Problem details:
Scan the data below. Pull out each line where "Marie" occurs.

Exercise data:
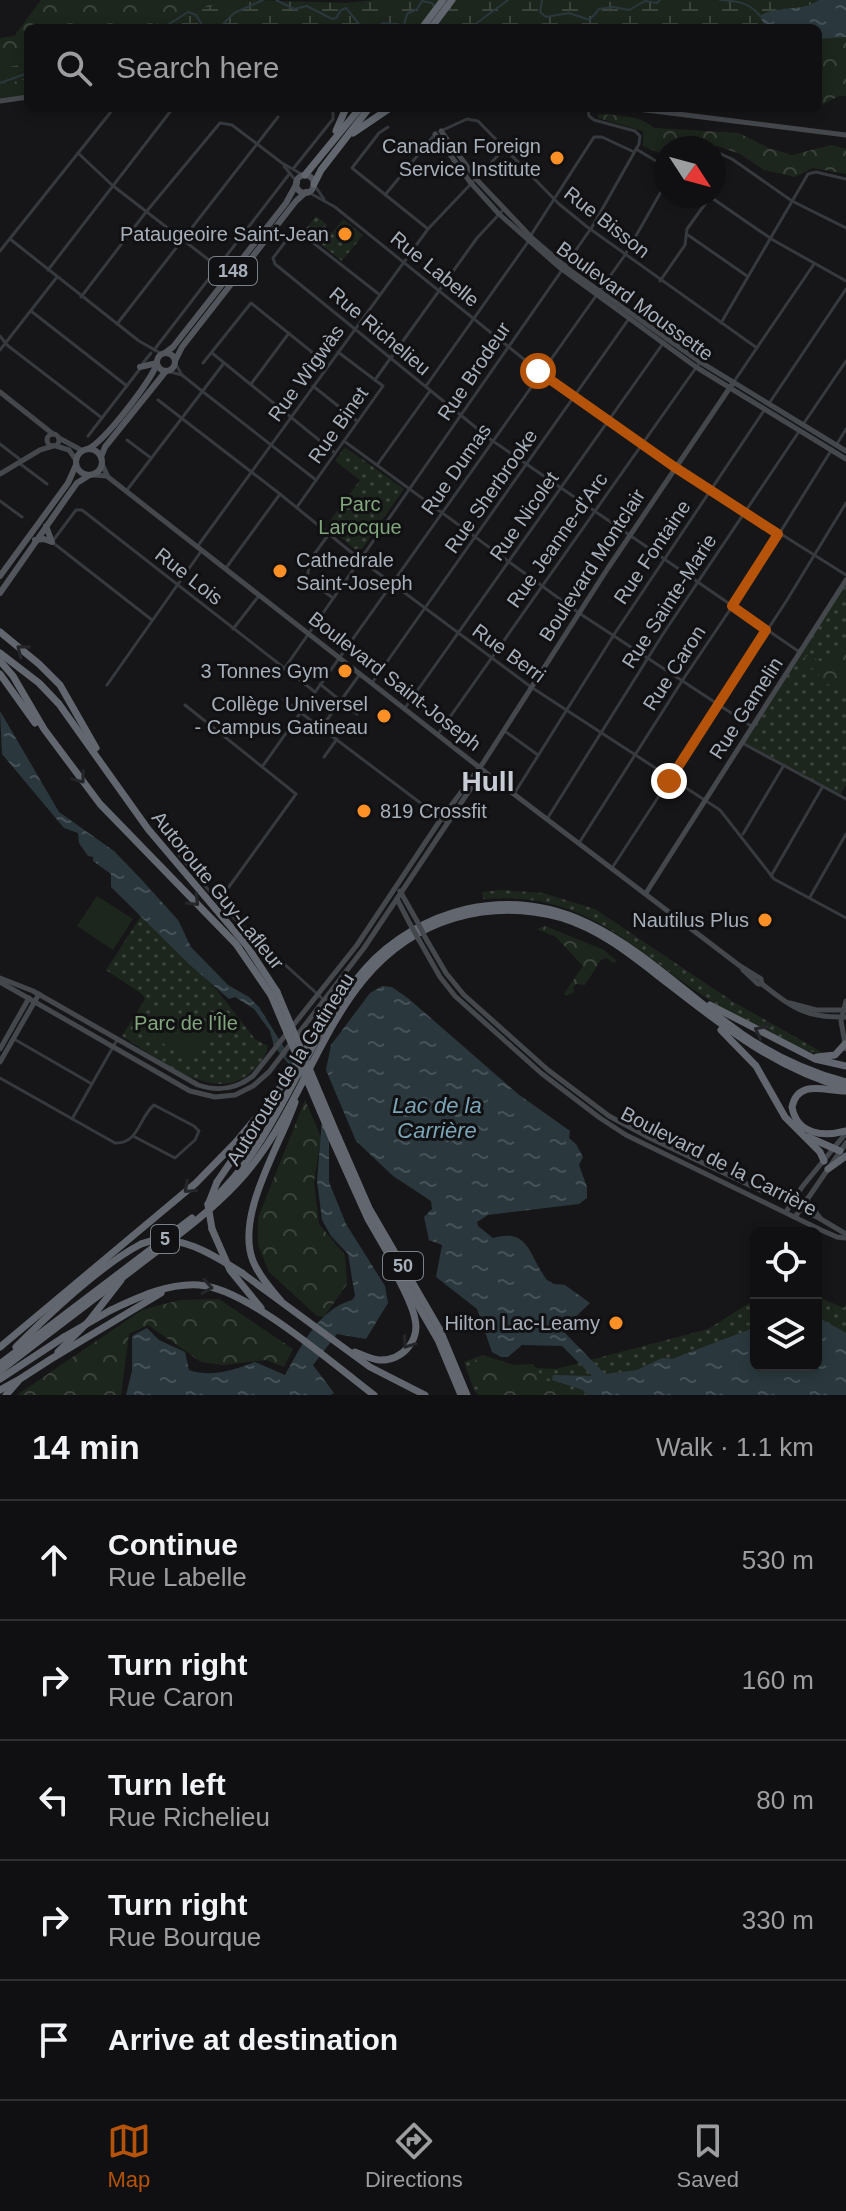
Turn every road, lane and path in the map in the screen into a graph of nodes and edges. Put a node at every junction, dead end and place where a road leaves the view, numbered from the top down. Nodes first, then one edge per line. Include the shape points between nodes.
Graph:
1 (443, 0) edge
2 (452, 0) edge
3 (425, 24) edge
4 (434, 24) edge
5 (24, 98) edge
6 (0, 101) edge
7 (111, 112) edge
8 (170, 112) edge
9 (334, 112) edge
10 (346, 112) edge
11 (357, 112) edge
12 (366, 112) edge
13 (383, 112) edge
14 (588, 112) edge
15 (662, 112) edge
16 (278, 117) dead end
17 (388, 127) dead end
18 (438, 132) junction
19 (846, 135) edge
20 (257, 144) junction
21 (505, 148) junction
22 (635, 150) junction
23 (335, 151) junction
24 (78, 153) junction
25 (726, 156) edge
26 (319, 160) junction
27 (654, 160) edge
28 (291, 171) junction
29 (304, 175) junction
30 (846, 179) edge
31 (472, 180) junction
32 (297, 183) junction
33 (314, 184) junction
34 (112, 185) junction
35 (307, 192) junction
36 (385, 195) junction
37 (324, 199) junction
38 (556, 201) junction
39 (792, 201) junction
40 (654, 204) edge
41 (701, 208) edge
42 (726, 208) edge
43 (501, 211) junction
44 (146, 212) junction
45 (846, 228) edge
46 (428, 229) junction
47 (590, 229) junction
48 (688, 235) junction
49 (771, 238) junction
50 (10, 239) junction
51 (181, 239) junction
52 (529, 239) junction
53 (0, 251) edge
54 (625, 255) junction
55 (404, 262) junction
56 (815, 262) junction
57 (218, 267) junction
58 (563, 267) junction
59 (48, 270) junction
60 (57, 277) junction
61 (748, 277) junction
62 (660, 281) junction
63 (846, 281) edge
64 (846, 289) edge
65 (440, 290) junction
66 (597, 293) junction
67 (380, 295) junction
68 (81, 297) junction
69 (31, 311) junction
70 (631, 317) junction
71 (473, 318) junction
72 (721, 323) junction
73 (117, 324) junction
74 (356, 328) junction
75 (289, 333) junction
76 (0, 336) edge
77 (665, 341) junction
78 (6, 343) junction
79 (507, 347) junction
80 (757, 348) junction
81 (0, 350) edge
82 (153, 351) junction
83 (338, 352) junction
84 (212, 353) junction
85 (163, 354) junction
86 (391, 358) junction
87 (846, 361) edge
88 (175, 362) junction
89 (157, 363) junction
90 (203, 363) dead end
91 (224, 363) junction
92 (698, 364) junction
93 (329, 365) junction
94 (140, 367) junction
95 (167, 371) junction
96 (541, 373) junction
97 (182, 375) junction
98 (375, 380) junction
99 (251, 384) junction
100 (127, 386) junction
101 (313, 386) junction
102 (425, 386) junction
103 (731, 386) junction
104 (202, 391) junction
105 (430, 391) junction
106 (0, 392) edge
107 (575, 397) junction
108 (158, 400) dead end
109 (766, 407) junction
110 (460, 416) junction
111 (292, 417) junction
112 (102, 418) junction
113 (182, 418) junction
114 (609, 421) junction
115 (357, 422) junction
116 (44, 425) junction
117 (801, 428) junction
118 (846, 429) edge
119 (56, 436) junction
120 (88, 436) dead end
121 (47, 439) junction
122 (127, 440) dead end
123 (344, 441) junction
124 (492, 441) junction
125 (0, 444) edge
126 (642, 444) junction
127 (272, 445) junction
128 (54, 446) junction
129 (834, 448) junction
130 (40, 450) junction
131 (85, 450) junction
132 (846, 451) edge
133 (335, 453) junction
134 (151, 458) junction
135 (846, 459) edge
136 (101, 460) junction
137 (20, 462) junction
138 (76, 462) junction
139 (377, 465) junction
140 (526, 466) junction
141 (676, 467) junction
142 (252, 472) junction
143 (0, 474) edge
144 (91, 475) junction
145 (108, 477) junction
146 (316, 480) junction
147 (47, 484) dead end
148 (410, 488) junction
149 (711, 489) junction
150 (560, 490) junction
151 (126, 491) junction
152 (280, 494) junction
153 (0, 501) edge
154 (846, 503) edge
155 (297, 507) junction
156 (443, 511) junction
157 (594, 513) junction
158 (744, 513) junction
159 (22, 517) dead end
160 (45, 526) junction
161 (329, 534) junction
162 (778, 534) junction
163 (477, 536) junction
164 (629, 537) junction
165 (35, 540) junction
166 (52, 542) junction
167 (200, 549) junction
168 (814, 555) junction
169 (360, 559) junction
170 (663, 560) junction
171 (510, 561) junction
172 (226, 569) junction
173 (0, 576) edge
174 (846, 577) edge
175 (392, 583) junction
176 (697, 583) junction
177 (177, 585) junction
178 (543, 586) junction
179 (0, 593) edge
180 (259, 595) junction
181 (333, 598) junction
182 (732, 606) junction
183 (426, 608) junction
184 (579, 613) junction
185 (152, 620) junction
186 (233, 629) junction
187 (766, 630) junction
188 (0, 632) edge
189 (458, 633) junction
190 (309, 634) junction
191 (613, 635) junction
192 (0, 653) edge
193 (801, 653) junction
194 (339, 657) junction
195 (491, 657) junction
196 (648, 658) junction
197 (0, 661) edge
198 (284, 669) junction
199 (0, 674) edge
200 (360, 674) junction
201 (682, 681) junction
202 (372, 683) junction
203 (320, 684) junction
204 (107, 685) dead end
205 (531, 687) junction
206 (315, 692) junction
207 (284, 700) dead end
208 (341, 701) junction
209 (185, 705) dead end
210 (718, 705) junction
211 (405, 708) junction
212 (566, 711) junction
213 (300, 712) junction
214 (357, 714) dead end
215 (321, 728) junction
216 (753, 728) junction
217 (504, 730) junction
218 (601, 733) junction
219 (438, 734) junction
220 (337, 739) junction
221 (743, 743) junction
222 (61, 752) junction
223 (538, 755) junction
224 (635, 755) junction
225 (324, 757) dead end
226 (784, 765) junction
227 (262, 767) junction
228 (480, 767) junction
229 (670, 778) junction
230 (498, 782) junction
231 (473, 785) junction
232 (823, 786) junction
233 (119, 788) junction
234 (514, 794) junction
235 (846, 799) edge
236 (706, 801) junction
237 (441, 819) junction
238 (547, 819) junction
239 (447, 824) junction
240 (846, 834) edge
241 (742, 835) junction
242 (579, 843) junction
243 (176, 851) dead end
244 (612, 868) junction
245 (771, 876) junction
246 (397, 892) junction
247 (646, 893) junction
248 (809, 898) junction
249 (218, 902) junction
250 (404, 913) junction
251 (386, 914) junction
252 (846, 918) edge
253 (414, 923) junction
254 (422, 938) junction
255 (0, 980) edge
256 (36, 993) junction
257 (274, 993) junction
258 (319, 996) junction
259 (779, 997) junction
260 (32, 1000) junction
261 (698, 1000) junction
262 (846, 1000) edge
263 (325, 1001) junction
264 (834, 1010) junction
265 (703, 1011) junction
266 (844, 1014) edge
267 (829, 1017) junction
268 (842, 1028) junction
269 (8, 1036) junction
270 (117, 1040) junction
271 (846, 1046) edge
272 (113, 1047) junction
273 (0, 1049) edge
274 (813, 1058) junction
275 (0, 1062) edge
276 (304, 1063) junction
277 (846, 1066) edge
278 (0, 1078) edge
279 (299, 1082) junction
280 (92, 1084) junction
281 (846, 1087) edge
282 (274, 1096) junction
283 (72, 1119) junction
284 (846, 1132) edge
285 (802, 1134) junction
286 (133, 1136) junction
287 (335, 1138) junction
288 (846, 1143) edge
289 (840, 1152) edge
290 (826, 1165) junction
291 (797, 1193) junction
292 (778, 1198) junction
293 (806, 1199) junction
294 (790, 1204) junction
295 (800, 1209) junction
296 (786, 1212) junction
297 (795, 1217) junction
298 (822, 1220) junction
299 (846, 1236) edge
300 (378, 1238) junction
301 (122, 1277) junction
302 (178, 1286) junction
303 (281, 1301) junction
304 (57, 1309) junction
305 (269, 1317) junction
306 (341, 1346) junction
307 (0, 1347) edge
308 (51, 1359) junction
309 (0, 1364) edge
310 (0, 1371) edge
311 (0, 1379) edge
312 (20, 1379) junction
313 (0, 1390) edge
314 (6, 1395) edge
315 (374, 1395) edge
316 (425, 1395) edge
317 (461, 1395) edge
318 (467, 1395) edge

1 - 3 highway
2 - 4 highway
5 - 6 main road
7 - 24 street
8 - 34 street
9 - 28 street
10 - 26 highway
11 - 26 highway
12 - 23 highway
13 - 23 highway
14 - 22 street via 594,120 638,133
15 - 19 main road
16 - 20 street
17 - 36 street via 352,168
18 - 21 street, Rue Bisson via 473,118
18 - 31 main road, Boulevard Moussette
18 - 36 street
20 - 28 street
20 - 44 street via 224,122 219,124
20 - 51 street
21 - 31 street, Rue Wìgwàs
21 - 38 street, Rue Bisson
22 - 27 street
22 - 38 street via 596,136
22 - 47 street, Rue Brodeur
23 - 33 highway
24 - 34 street
24 - 50 street
25 - 39 street
26 - 29 highway
28 - 29 street
28 - 32 street
28 - 57 street
29 - 32 main road
29 - 33 main road
30 - 39 street via 810,173
31 - 43 main road, Boulevard Moussette
31 - 46 street, Rue Wìgwàs
32 - 35 main road
32 - 85 main road, 148 via 177,343
33 - 35 main road
33 - 37 street, Rue Labelle
34 - 44 street
34 - 59 street
35 - 37 street, Rue Labelle
35 - 88 main road, 148
36 - 46 street
37 - 55 street, Rue Labelle
38 - 47 street, Rue Bisson
38 - 52 street
39 - 45 street
39 - 49 street
40 - 54 street, Rue Dumas
41 - 48 street
42 - 49 street
43 - 52 main road, Boulevard Moussette
43 - 65 street, Rue Binet
44 - 51 street
44 - 68 street
46 - 55 street, Rue Wìgwàs
47 - 54 street, Rue Bisson
47 - 58 street, Rue Brodeur
48 - 61 street
48 - 62 street
49 - 56 street
49 - 61 street
50 - 53 street
50 - 59 street
51 - 57 street
51 - 73 street
52 - 58 main road, Boulevard Moussette
52 - 71 street
54 - 62 street, Rue Bisson
54 - 66 street, Rue Dumas
55 - 65 street, Rue Labelle
55 - 67 street, Rue Wìgwàs
56 - 63 street
56 - 80 street, Boulevard Montclair
57 - 82 street
58 - 66 main road, Boulevard Moussette
58 - 79 street, Rue Brodeur
59 - 60 street
60 - 68 street
60 - 69 street
61 - 72 street
62 - 72 street, Rue Bisson
64 - 109 street, Rue Fontaine
65 - 71 street, Rue Labelle
65 - 86 street, Rue Binet
66 - 70 main road, Boulevard Moussette
66 - 96 street, Rue Dumas
67 - 74 street, Rue Wìgwàs
67 - 74 street, Rue Richelieu via 300,232 293,232 283,244 273,258 275,264
68 - 73 street
69 - 78 street
69 - 100 street
70 - 77 main road, Boulevard Moussette
70 - 107 street, Rue Sherbrooke
71 - 79 street, Rue Labelle
71 - 102 street
72 - 80 street, Rue Bisson
73 - 82 street
74 - 83 street, Rue Wìgwàs
74 - 86 street, Rue Richelieu
75 - 84 street via 251,303
75 - 93 street
75 - 99 street
76 - 78 street
77 - 92 main road, Boulevard Moussette
77 - 114 street, Rue Nicolet
78 - 81 street
78 - 112 street
79 - 96 street, Rue Labelle
79 - 110 street, Rue Brodeur
80 - 103 street, Boulevard Montclair
82 - 85 street
82 - 89 street
82 - 94 street
83 - 93 street, Rue Wìgwàs
83 - 98 street
84 - 90 street
84 - 91 street
85 - 88 main road
85 - 89 main road
86 - 98 street, Rue Binet
86 - 102 street, Rue Richelieu
87 - 117 street, Rue Sainte-Marie
88 - 95 main road
88 - 97 street
89 - 94 main road
89 - 95 main road
89 - 131 main road via 99,442
91 - 99 street
91 - 104 street
92 - 103 main road, Boulevard Moussette
92 - 126 street, Rue Jeanne-d'Arc
93 - 101 street, Rue Wìgwàs
94 - 100 street
95 - 97 street
95 - 136 main road via 105,447
96 - 107 street, Rue Labelle
96 - 124 street, Rue Dumas
97 - 104 street
98 - 115 street, Rue Binet via 383,386
99 - 111 street
100 - 112 street
101 - 111 street, Rue Wìgwàs
101 - 115 street
102 - 105 street, Rue Richelieu
103 - 109 main road, Boulevard Moussette
103 - 141 main road, Boulevard Montclair
104 - 113 street
104 - 127 street
105 - 110 street, Rue Richelieu
105 - 139 street
106 - 116 main road
107 - 114 street, Rue Labelle
107 - 140 street, Rue Sherbrooke
108 - 113 street, Rue Berri
109 - 117 main road, Boulevard Moussette
109 - 149 street, Rue Fontaine
110 - 124 street, Rue Richelieu
110 - 148 street, Rue Brodeur
111 - 127 street, Rue Wìgwàs
111 - 133 street
112 - 120 street
113 - 134 street
113 - 142 street, Rue Berri
114 - 126 street, Rue Labelle
114 - 150 street, Rue Nicolet
115 - 123 street, Rue Binet
116 - 119 main road
116 - 121 main road
117 - 129 main road, Boulevard Moussette
117 - 158 street, Rue Sainte-Marie
118 - 129 street, Rue Caron
119 - 121 main road
119 - 128 main road
119 - 131 main road
121 - 128 main road
121 - 130 main road
122 - 134 street
123 - 133 street, Rue Binet
123 - 139 street
124 - 140 street, Rue Richelieu
124 - 156 street, Rue Dumas
125 - 137 street
126 - 141 street, Rue Labelle
126 - 157 street, Rue Jeanne-d'Arc
127 - 142 street, Rue Wìgwàs
127 - 146 street
128 - 130 main road
128 - 138 main road via 69,450
129 - 132 main road, Boulevard Moussette
129 - 135 main road, Boulevard Moussette
129 - 162 street, Rue Caron
130 - 137 main road
131 - 136 main road via 97,452
131 - 138 main road
133 - 146 street, Rue Binet
134 - 151 street
136 - 144 main road
136 - 145 main road, Boulevard Saint-Joseph
137 - 143 main road
137 - 147 street
138 - 144 main road via 80,472
138 - 173 main road via 69,481
139 - 148 street
140 - 150 street, Rue Richelieu
140 - 163 street, Rue Sherbrooke
141 - 149 street, Rue Labelle
141 - 164 main road, Boulevard Montclair
142 - 152 street, Rue Berri
142 - 167 street, Rue Wìgwàs
144 - 145 main road, Boulevard Saint-Joseph
144 - 160 main road via 76,485
145 - 151 main road, Boulevard Saint-Joseph
146 - 155 street, Rue Binet
148 - 156 street
148 - 169 street, Rue Brodeur
149 - 158 street, Rue Labelle
149 - 170 street, Rue Fontaine
150 - 157 street, Rue Richelieu
150 - 171 street, Rue Nicolet
151 - 167 main road, Boulevard Saint-Joseph
152 - 155 street, Rue Berri
152 - 172 street
153 - 159 street
154 - 168 street
155 - 161 street, Rue Berri
156 - 163 street
156 - 175 street, Rue Dumas
157 - 164 street, Rue Richelieu
157 - 178 street, Rue Jeanne-d'Arc
158 - 162 street, Rue Labelle
158 - 176 street, Rue Sainte-Marie
160 - 165 main road
160 - 166 main road
161 - 169 street, Rue Berri
161 - 181 street via 310,560 307,579
162 - 168 street, Rue Labelle
162 - 182 street, Rue Caron
163 - 171 street
163 - 183 street, Rue Sherbrooke
164 - 170 street, Rue Richelieu
164 - 184 main road, Boulevard Montclair
165 - 166 main road
165 - 179 main road
166 - 177 street, Rue Lois via 80,509
166 - 185 street
167 - 172 main road, Boulevard Saint-Joseph
167 - 177 street, Rue Wìgwàs
168 - 174 street, Rue Labelle
168 - 187 street
169 - 175 street, Rue Berri
169 - 181 street, Rue Brodeur
170 - 176 street, Rue Richelieu
170 - 191 street, Rue Fontaine
171 - 178 street
171 - 189 street, Rue Nicolet
172 - 180 main road, Boulevard Saint-Joseph
174 - 193 main road, Rue Gamelin
175 - 183 street, Rue Berri
175 - 194 street, Rue Dumas
176 - 182 street, Rue Richelieu
176 - 196 street, Rue Sainte-Marie
177 - 185 street, Rue Wìgwàs
177 - 186 street, Rue Lois
178 - 184 street
178 - 195 street, Rue Jeanne-d'Arc
180 - 186 street
180 - 190 main road, Boulevard Saint-Joseph
181 - 190 street, Rue Brodeur
182 - 187 street, Rue Richelieu
182 - 201 street, Rue Caron
183 - 189 street, Rue Berri
183 - 202 street, Rue Sherbrooke
184 - 191 street
184 - 205 main road, Boulevard Montclair
185 - 204 street, Rue Wìgwàs
186 - 198 street, Rue Lois
187 - 193 street, Rue Richelieu
187 - 210 street
233 -> 188 highway via 62,688
189 - 195 street, Rue Berri
189 - 211 street, Rue Nicolet
190 - 194 main road, Boulevard Saint-Joseph
190 - 198 street, Rue Brodeur
191 - 196 street
191 - 212 street, Rue Fontaine
192 - 233 highway, Autoroute Guy-Lafleur / 50 via 56,700
193 - 216 main road, Rue Gamelin
194 - 200 main road, Boulevard Saint-Joseph
194 - 203 street, Rue Dumas
195 - 205 street, Rue Berri
195 - 219 street, Rue Jeanne-d'Arc
196 - 201 street
196 - 218 street, Rue Sainte-Marie
197 - 222 highway, Autoroute Guy-Lafleur / 50
198 - 206 street, Rue Lois
199 - 222 highway
200 - 202 main road, Boulevard Saint-Joseph
200 - 208 street
201 - 210 street
201 - 224 street, Rue Caron
202 - 211 main road, Boulevard Saint-Joseph
203 - 206 street, Rue Dumas
203 - 208 street
205 - 212 street, Rue Berri
205 - 217 main road, Boulevard Montclair
206 - 213 street, Rue Dumas
207 - 213 street
208 - 214 street
208 - 215 street
209 - 227 street
210 - 216 street
210 - 229 street
211 - 219 main road, Boulevard Saint-Joseph
212 - 218 street, Rue Berri
212 - 223 street, Rue Fontaine
213 - 215 street
213 - 227 street, Rue Dumas
215 - 220 street
216 - 221 main road, Rue Gamelin
217 - 223 street
217 - 228 main road, Boulevard Montclair
218 - 224 street, Rue Berri
218 - 238 street, Rue Sainte-Marie
219 - 228 main road, Boulevard Saint-Joseph
220 - 225 street
220 - 237 street
221 - 226 street
221 - 236 main road, Rue Gamelin
222 -> 257 highway, Autoroute Guy-Lafleur / 50 via 112,818 239,948
223 - 234 street, Rue Fontaine
224 - 229 street, Rue Berri
224 - 242 street, Rue Caron
226 - 232 street
226 - 241 street
227 - 249 street via 296,794
228 - 230 main road, Boulevard Saint-Joseph
228 - 231 main road, Boulevard Montclair
228 - 237 main road, Boulevard Montclair
229 - 236 street, Rue Berri
229 - 244 street
230 - 231 main road via 483,778
230 - 234 main road, Boulevard Saint-Joseph
231 - 239 main road, Boulevard Montclair
232 - 235 street
232 - 245 street
233 - 257 highway, Autoroute Guy-Lafleur / 50 via 168,855 247,946
234 - 238 main road, Boulevard Saint-Joseph
236 - 241 street, Rue Berri
236 - 247 main road, Rue Gamelin
237 - 239 street
237 - 246 main road, Boulevard Montclair
238 - 242 main road, Boulevard Saint-Joseph
239 - 246 main road, Boulevard Montclair
240 - 248 street
241 - 245 street, Rue Berri
242 - 244 main road, Boulevard Saint-Joseph
243 - 249 street
244 - 247 main road, Boulevard Saint-Joseph
245 - 248 street, Rue Berri
246 - 250 main road, Boulevard de la Carrière
246 - 251 main road, Boulevard Montclair
246 - 253 main road, Boulevard de la Carrière
246 - 258 main road, Boulevard Montclair
247 - 259 main road, Boulevard Saint-Joseph
248 - 252 street, Rue Berri
249 - 258 street
250 - 251 main road
250 - 253 main road, Boulevard de la Carrière
251 - 263 main road, Boulevard Montclair
253 - 254 main road, Boulevard de la Carrière, bridge
254 - 292 main road, Boulevard de la Carrière via 464,995 602,1111
254 - 296 main road, Boulevard de la Carrière via 440,977 458,999 593,1113 626,1135
255 - 256 main road, Boulevard Montclair
255 - 260 main road, Boulevard Montclair
256 - 260 main road
256 - 270 main road, Boulevard Montclair
257 - 287 highway, Autoroute Guy-Lafleur / 50, bridge
258 - 263 street
258 - 270 main road, Boulevard Montclair via 249,1080 231,1088 215,1090 192,1083
259 - 264 main road, Boulevard Saint-Joseph via 807,1009
259 - 267 main road, Boulevard Saint-Joseph via 802,1012
260 - 269 main road
260 - 272 main road, Boulevard Montclair
274 -> 261 highway
261 - 276 highway, Autoroute de la Gatineau via 590,922 551,909 502,905 454,913 404,936 364,970
261 - 281 highway, Autoroute de la Gatineau via 772,1052
262 - 264 main road
262 - 266 main road
263 - 272 main road, Boulevard Montclair via 264,1078 235,1095 190,1091
264 - 266 main road, Boulevard Saint-Joseph
265 - 276 highway, Autoroute de la Gatineau / 5 via 590,929 532,912 483,912 427,929 382,960
265 - 281 highway, Autoroute de la Gatineau / 5 via 779,1062
265 - 285 highway via 756,1066
266 - 267 main road, Boulevard Saint-Joseph
266 - 268 main road
267 - 268 main road
268 - 271 main road
269 - 273 main road
269 - 275 main road
269 - 280 street
270 - 272 street
271 - 274 highway via 835,1055
272 - 280 street
274 - 277 highway
276 - 279 highway, Autoroute de la Gatineau / 5, bridge
276 - 282 highway
278 - 283 street
279 - 301 highway, Autoroute de la Gatineau / 5 via 270,1139 242,1178
279 - 303 highway via 255,1204 248,1239 256,1269
279 - 309 highway, Autoroute de la Gatineau / 5 via 256,1151 223,1191
280 - 283 street
281 - 284 highway via 807,1088 796,1095 792,1107 797,1121 811,1132
282 - 305 highway, bridge via 217,1182 208,1205 230,1270
282 -> 307 highway via 196,1183
283 - 286 street via 115,1143
284 - 289 main road
285 - 289 highway
285 - 290 highway
286 - 286 street via 172,1158 199,1131 156,1105
287 - 300 highway, Autoroute Guy-Lafleur / 50 via 353,1190
287 - 318 highway, Autoroute Guy-Lafleur / 50 via 372,1214 438,1326
288 - 289 main road
289 - 290 highway
289 - 290 main road
290 - 291 main road
290 - 293 main road
291 - 292 main road
291 - 294 main road
292 - 294 main road, Boulevard de la Carrière
293 - 295 main road
293 - 298 main road
294 - 295 main road, Boulevard de la Carrière
294 - 296 main road
295 - 297 main road
295 - 298 main road, Boulevard de la Carrière
296 - 297 main road, Boulevard de la Carrière
297 - 299 main road, Boulevard de la Carrière via 837,1237
298 - 299 main road, Boulevard de la Carrière
300 -> 306 highway via 413,1312 415,1336 403,1353 386,1360
300 - 317 highway, Autoroute Guy-Lafleur / 50 via 433,1328
301 - 308 highway
301 - 310 highway, Autoroute de la Gatineau / 5
302 -> 305 highway via 227,1291
302 - 308 highway via 140,1303
302 - 311 highway, bridge via 111,1310
303 - 304 highway, bridge via 211,1255 174,1240 156,1239 141,1244
303 - 306 highway
304 - 307 highway
304 - 309 highway
305 - 315 highway
306 - 316 highway
308 - 312 highway
312 - 313 highway
312 - 314 highway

Answer box:
87 - 117 street, Rue Sainte-Marie
117 - 158 street, Rue Sainte-Marie
158 - 176 street, Rue Sainte-Marie
176 - 196 street, Rue Sainte-Marie
196 - 218 street, Rue Sainte-Marie
218 - 238 street, Rue Sainte-Marie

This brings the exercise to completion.